┌─ Given data

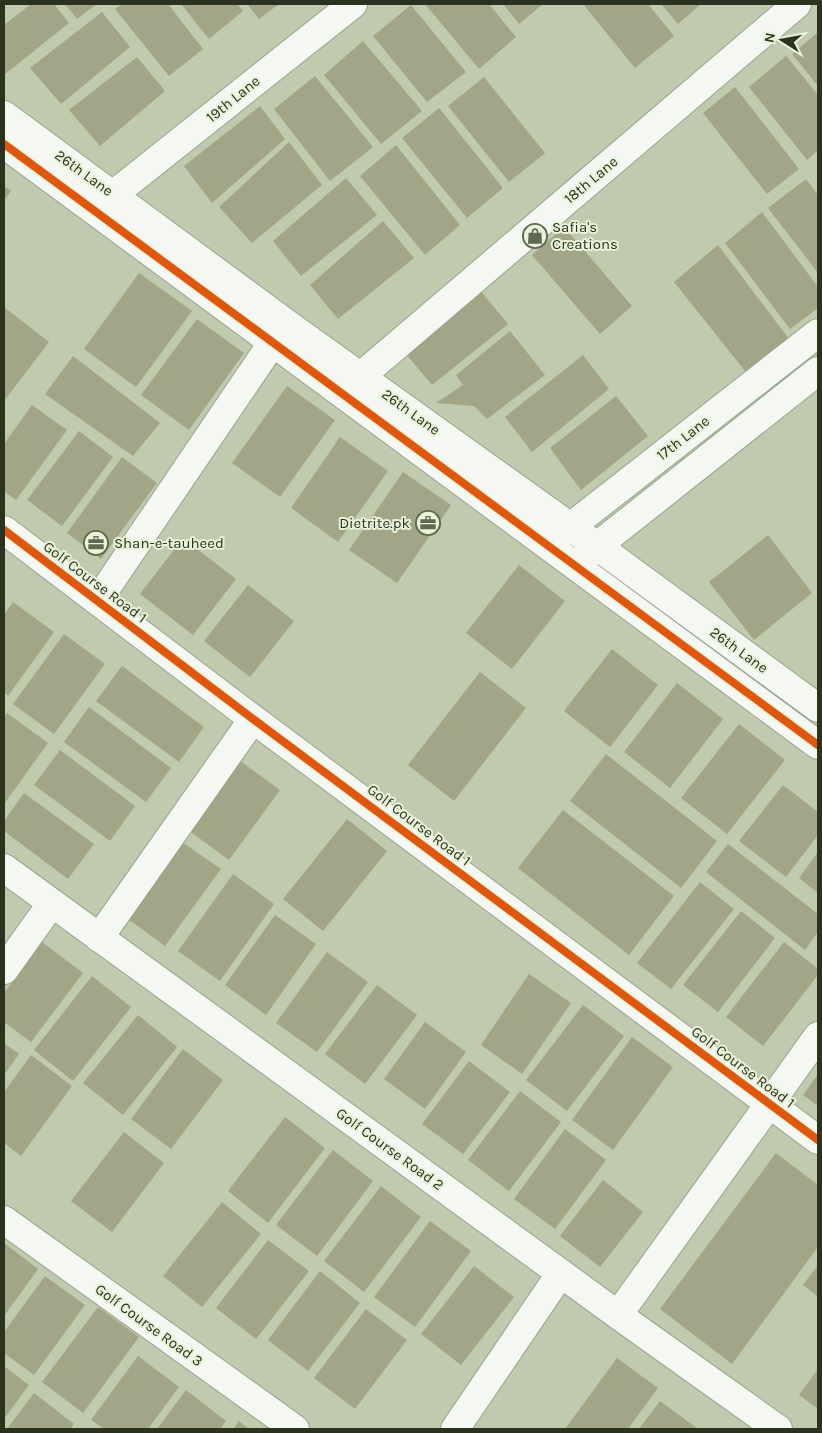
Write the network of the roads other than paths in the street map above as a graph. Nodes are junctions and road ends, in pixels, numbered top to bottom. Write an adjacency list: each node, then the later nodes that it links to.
1 (353, 4): 5 (street, 19th Lane)
2 (797, 4): 9 (street, 18th Lane)
3 (4, 115): 5 (street, 26th Lane)
4 (4, 144): 7 (street)
5 (114, 194): 9 (street, 26th Lane)
6 (818, 333): 10 (street, 17th Lane)
7 (273, 342): 12 (street); 15 (street)
8 (818, 371): 13 (street, 17th Lane)
9 (361, 376): 10 (street, 26th Lane)
10 (568, 527): 12 (street, 17th Lane); 13 (street, 26th Lane)
11 (4, 530): 15 (street, Golf Course Road 1)
12 (548, 544): 14 (street)
13 (597, 546): 14 (street, 17th Lane); 16 (street, 26th Lane)
14 (577, 566): 18 (street)
15 (98, 600): 17 (street, Golf Course Road 1)
16 (818, 708)
17 (253, 719): 21 (street); 24 (street, Golf Course Road 1)
18 (818, 745)
19 (4, 868): 20 (street, Golf Course Road 2)
20 (52, 903): 21 (street, Golf Course Road 2); 22 (street)
21 (99, 938): 27 (street, Golf Course Road 2)
22 (4, 970)
23 (818, 1036): 24 (street)
24 (770, 1104): 25 (street, Golf Course Road 1); 28 (street)
25 (818, 1140)
26 (4, 1220): 29 (street, Golf Course Road 3)
27 (561, 1273): 28 (street, Golf Course Road 2); 30 (street)
28 (618, 1316): 31 (street, Golf Course Road 2)
29 (295, 1429)
30 (455, 1429)
31 (778, 1429)

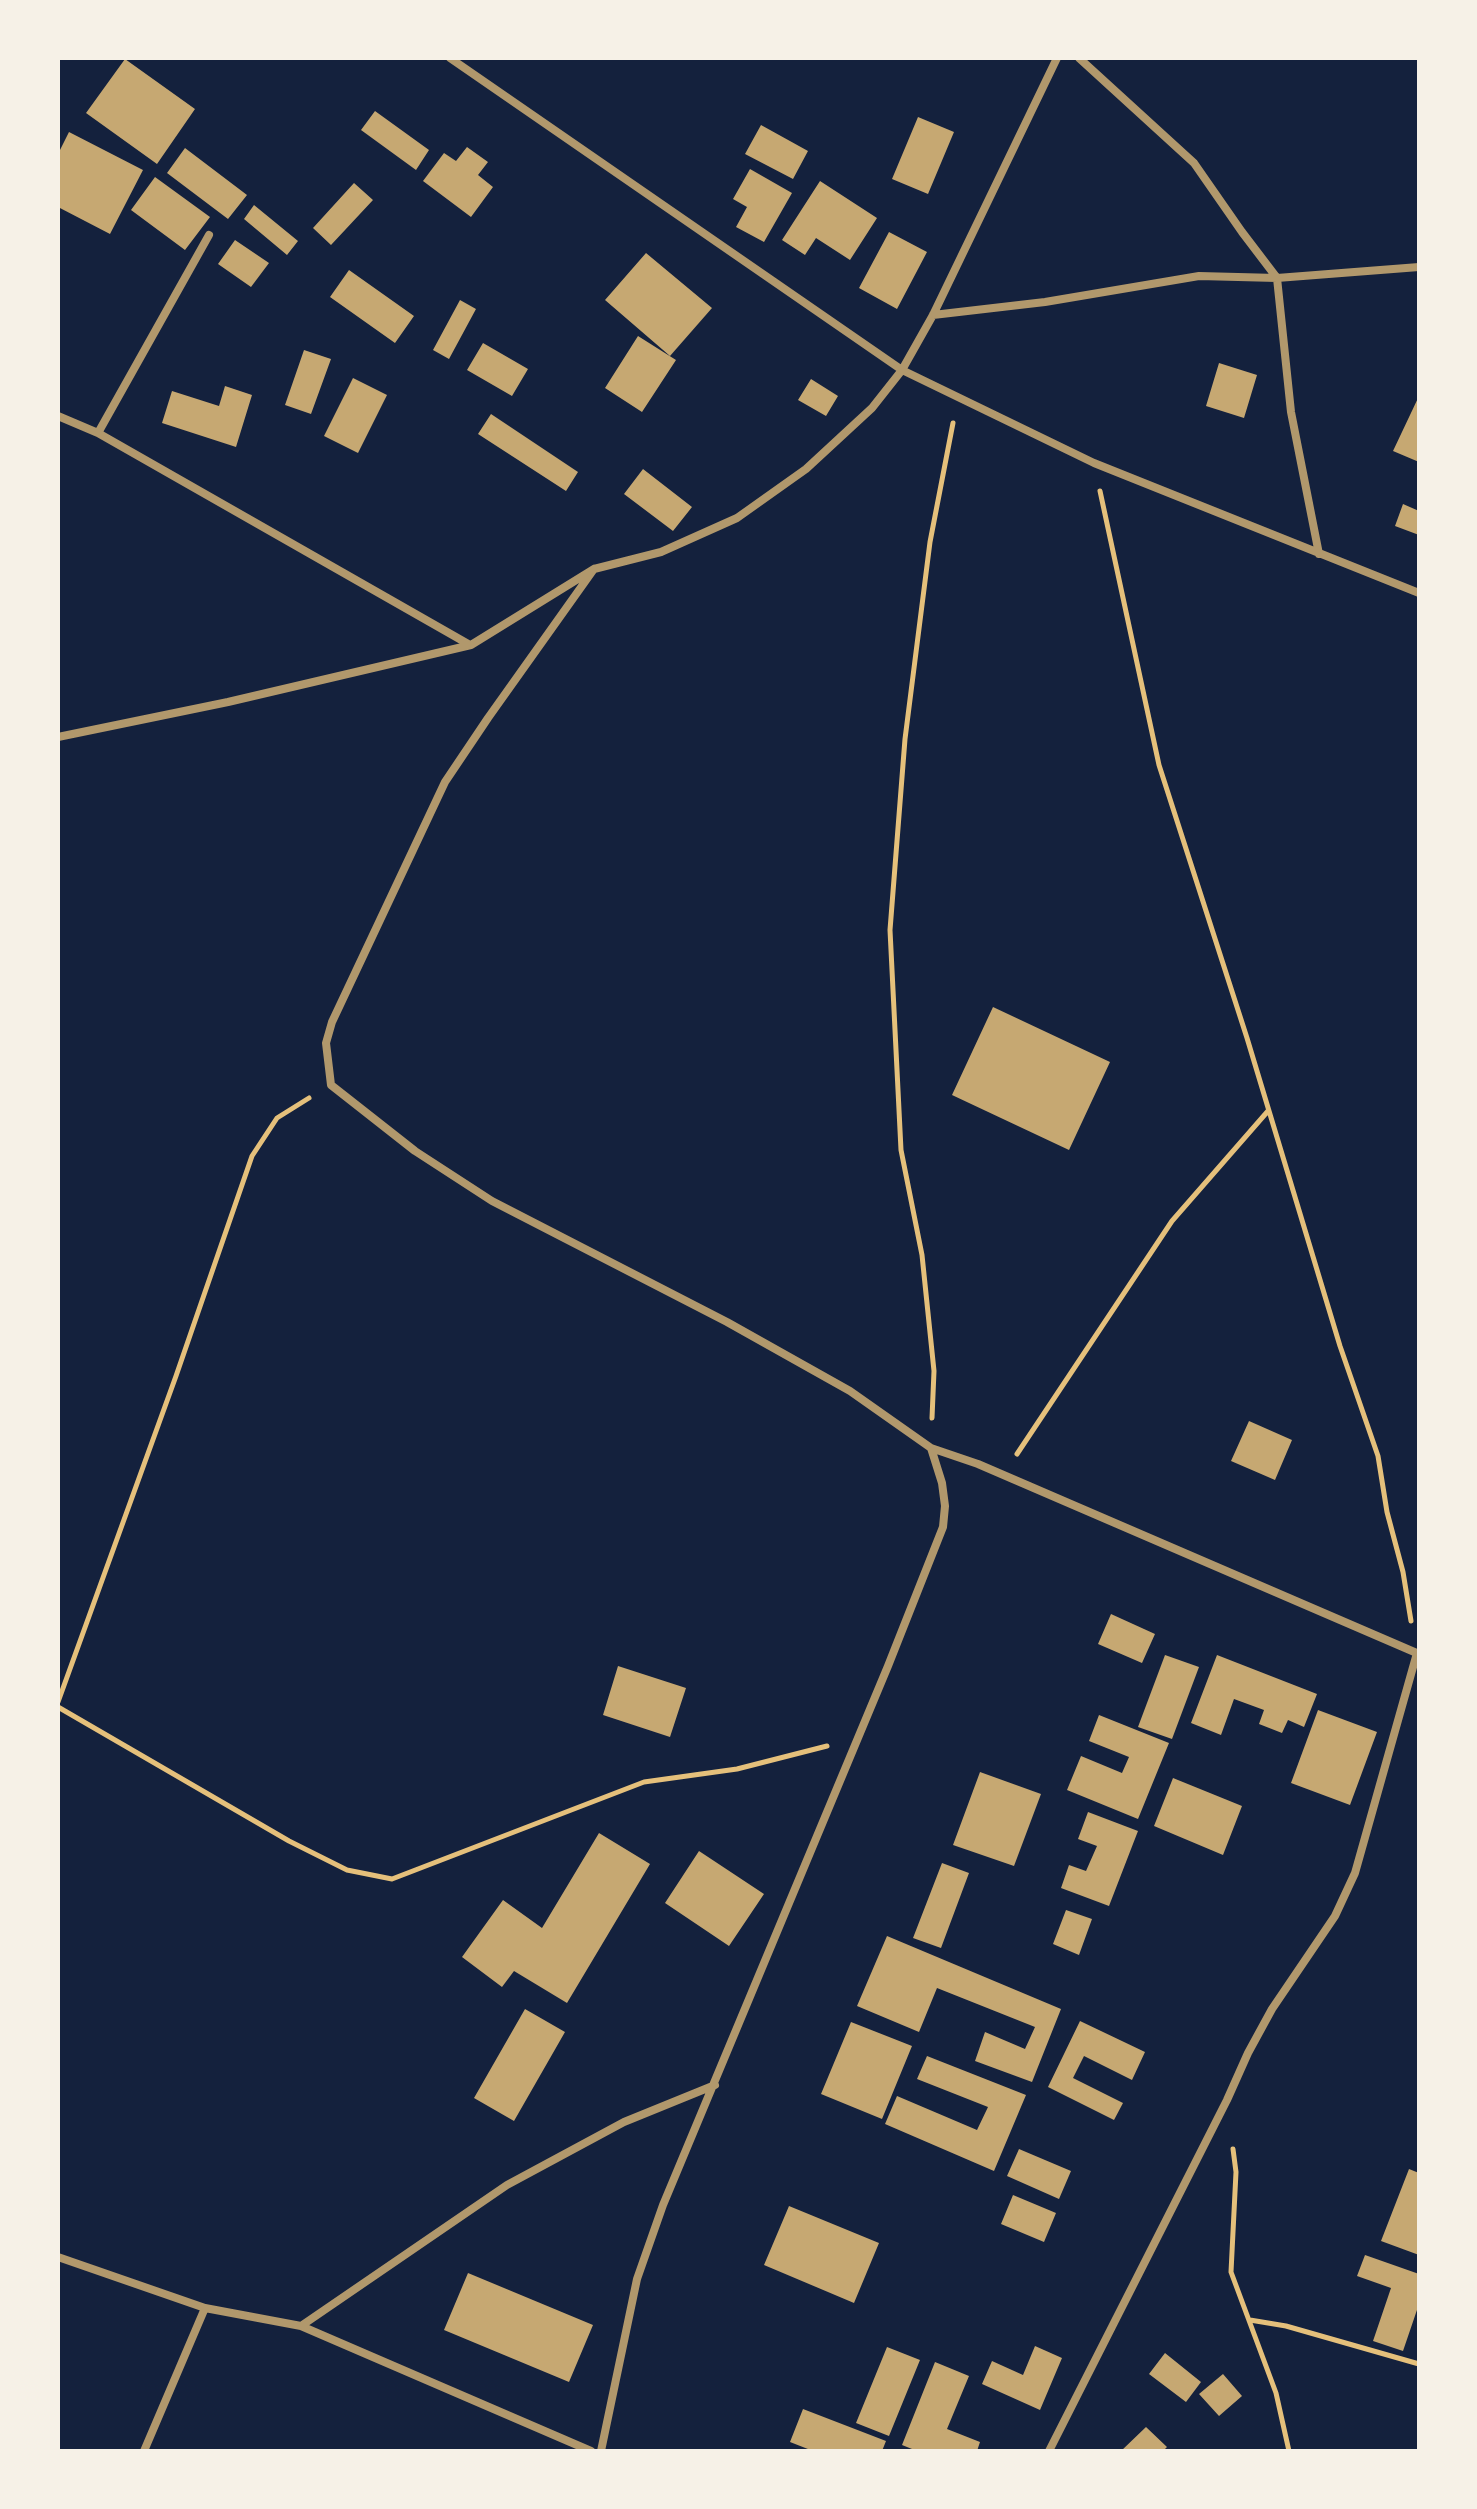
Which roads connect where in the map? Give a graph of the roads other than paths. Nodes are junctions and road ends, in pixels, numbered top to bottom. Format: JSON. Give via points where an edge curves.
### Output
{"nodes":[{"id":1,"x":450,"y":58,"type":"edge"},
{"id":2,"x":1057,"y":58,"type":"edge"},
{"id":3,"x":1079,"y":58,"type":"edge"},
{"id":4,"x":209,"y":235,"type":"dead end"},
{"id":5,"x":1419,"y":267,"type":"edge"},
{"id":6,"x":1277,"y":278,"type":"junction"},
{"id":7,"x":933,"y":315,"type":"junction"},
{"id":8,"x":902,"y":370,"type":"junction"},
{"id":9,"x":58,"y":416,"type":"edge"},
{"id":10,"x":98,"y":433,"type":"junction"},
{"id":11,"x":1319,"y":554,"type":"junction"},
{"id":12,"x":594,"y":569,"type":"junction"},
{"id":13,"x":1419,"y":593,"type":"edge"},
{"id":14,"x":471,"y":645,"type":"junction"},
{"id":15,"x":58,"y":737,"type":"edge"},
{"id":16,"x":931,"y":1448,"type":"junction"},
{"id":17,"x":1418,"y":1653,"type":"edge"},
{"id":18,"x":715,"y":2085,"type":"junction"},
{"id":19,"x":58,"y":2257,"type":"edge"},
{"id":20,"x":205,"y":2308,"type":"junction"},
{"id":21,"x":301,"y":2326,"type":"junction"},
{"id":22,"x":144,"y":2451,"type":"edge"},
{"id":23,"x":591,"y":2451,"type":"edge"},
{"id":24,"x":601,"y":2451,"type":"edge"},
{"id":25,"x":1049,"y":2451,"type":"edge"}],
"edges":[{"from":1,"to":8,"type":"street"},
{"from":2,"to":7,"type":"street"},
{"from":3,"to":6,"type":"street","via":[[1194,163]]},
{"from":4,"to":10,"type":"street"},
{"from":5,"to":6,"type":"street"},
{"from":6,"to":7,"type":"street","via":[[1199,276]]},
{"from":6,"to":11,"type":"street","via":[[1291,412]]},
{"from":7,"to":8,"type":"street"},
{"from":8,"to":11,"type":"street","via":[[1094,463]]},
{"from":8,"to":12,"type":"street","via":[[872,408],[806,469],[737,518],[661,552]]},
{"from":9,"to":10,"type":"street"},
{"from":10,"to":14,"type":"street"},
{"from":11,"to":13,"type":"street"},
{"from":12,"to":14,"type":"street"},
{"from":12,"to":16,"type":"street","via":[[445,782],[332,1022],[326,1043],[331,1085],[415,1151],[492,1201],[850,1391]]},
{"from":14,"to":15,"type":"street"},
{"from":16,"to":17,"type":"street"},
{"from":16,"to":18,"type":"street","via":[[942,1483],[943,1527]]},
{"from":17,"to":25,"type":"street","via":[[1355,1873],[1335,1916],[1248,2053]]},
{"from":18,"to":21,"type":"street","via":[[624,2122],[507,2185]]},
{"from":18,"to":24,"type":"street","via":[[637,2279]]},
{"from":19,"to":20,"type":"street"},
{"from":20,"to":21,"type":"street"},
{"from":20,"to":22,"type":"street"},
{"from":21,"to":23,"type":"street"}]}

└─

» Activity:
Reproduce the material word for word. Any pictures should be left out of the copy.

» Task output:
Write the network of the roads other than paths in the street map above as a graph. Nodes are junctions and road ends, in pixels, numbered top to bottom. Write an adjacency list: each node, then the later nodes that it links to.
1 (353, 4): 5 (street, 19th Lane)
2 (797, 4): 9 (street, 18th Lane)
3 (4, 115): 5 (street, 26th Lane)
4 (4, 144): 7 (street)
5 (114, 194): 9 (street, 26th Lane)
6 (818, 333): 10 (street, 17th Lane)
7 (273, 342): 12 (street); 15 (street)
8 (818, 371): 13 (street, 17th Lane)
9 (361, 376): 10 (street, 26th Lane)
10 (568, 527): 12 (street, 17th Lane); 13 (street, 26th Lane)
11 (4, 530): 15 (street, Golf Course Road 1)
12 (548, 544): 14 (street)
13 (597, 546): 14 (street, 17th Lane); 16 (street, 26th Lane)
14 (577, 566): 18 (street)
15 (98, 600): 17 (street, Golf Course Road 1)
16 (818, 708)
17 (253, 719): 21 (street); 24 (street, Golf Course Road 1)
18 (818, 745)
19 (4, 868): 20 (street, Golf Course Road 2)
20 (52, 903): 21 (street, Golf Course Road 2); 22 (street)
21 (99, 938): 27 (street, Golf Course Road 2)
22 (4, 970)
23 (818, 1036): 24 (street)
24 (770, 1104): 25 (street, Golf Course Road 1); 28 (street)
25 (818, 1140)
26 (4, 1220): 29 (street, Golf Course Road 3)
27 (561, 1273): 28 (street, Golf Course Road 2); 30 (street)
28 (618, 1316): 31 (street, Golf Course Road 2)
29 (295, 1429)
30 (455, 1429)
31 (778, 1429)

Which roads connect where in the map? Give a graph of the roads other than paths. Nodes are junctions and road ends, in pixels, numbered top to bottom. Format: JSON. Give via points where an edge curves.
### Output
{"nodes":[{"id":1,"x":450,"y":58,"type":"edge"},
{"id":2,"x":1057,"y":58,"type":"edge"},
{"id":3,"x":1079,"y":58,"type":"edge"},
{"id":4,"x":209,"y":235,"type":"dead end"},
{"id":5,"x":1419,"y":267,"type":"edge"},
{"id":6,"x":1277,"y":278,"type":"junction"},
{"id":7,"x":933,"y":315,"type":"junction"},
{"id":8,"x":902,"y":370,"type":"junction"},
{"id":9,"x":58,"y":416,"type":"edge"},
{"id":10,"x":98,"y":433,"type":"junction"},
{"id":11,"x":1319,"y":554,"type":"junction"},
{"id":12,"x":594,"y":569,"type":"junction"},
{"id":13,"x":1419,"y":593,"type":"edge"},
{"id":14,"x":471,"y":645,"type":"junction"},
{"id":15,"x":58,"y":737,"type":"edge"},
{"id":16,"x":931,"y":1448,"type":"junction"},
{"id":17,"x":1418,"y":1653,"type":"edge"},
{"id":18,"x":715,"y":2085,"type":"junction"},
{"id":19,"x":58,"y":2257,"type":"edge"},
{"id":20,"x":205,"y":2308,"type":"junction"},
{"id":21,"x":301,"y":2326,"type":"junction"},
{"id":22,"x":144,"y":2451,"type":"edge"},
{"id":23,"x":591,"y":2451,"type":"edge"},
{"id":24,"x":601,"y":2451,"type":"edge"},
{"id":25,"x":1049,"y":2451,"type":"edge"}],
"edges":[{"from":1,"to":8,"type":"street"},
{"from":2,"to":7,"type":"street"},
{"from":3,"to":6,"type":"street","via":[[1194,163]]},
{"from":4,"to":10,"type":"street"},
{"from":5,"to":6,"type":"street"},
{"from":6,"to":7,"type":"street","via":[[1199,276]]},
{"from":6,"to":11,"type":"street","via":[[1291,412]]},
{"from":7,"to":8,"type":"street"},
{"from":8,"to":11,"type":"street","via":[[1094,463]]},
{"from":8,"to":12,"type":"street","via":[[872,408],[806,469],[737,518],[661,552]]},
{"from":9,"to":10,"type":"street"},
{"from":10,"to":14,"type":"street"},
{"from":11,"to":13,"type":"street"},
{"from":12,"to":14,"type":"street"},
{"from":12,"to":16,"type":"street","via":[[445,782],[332,1022],[326,1043],[331,1085],[415,1151],[492,1201],[850,1391]]},
{"from":14,"to":15,"type":"street"},
{"from":16,"to":17,"type":"street"},
{"from":16,"to":18,"type":"street","via":[[942,1483],[943,1527]]},
{"from":17,"to":25,"type":"street","via":[[1355,1873],[1335,1916],[1248,2053]]},
{"from":18,"to":21,"type":"street","via":[[624,2122],[507,2185]]},
{"from":18,"to":24,"type":"street","via":[[637,2279]]},
{"from":19,"to":20,"type":"street"},
{"from":20,"to":21,"type":"street"},
{"from":20,"to":22,"type":"street"},
{"from":21,"to":23,"type":"street"}]}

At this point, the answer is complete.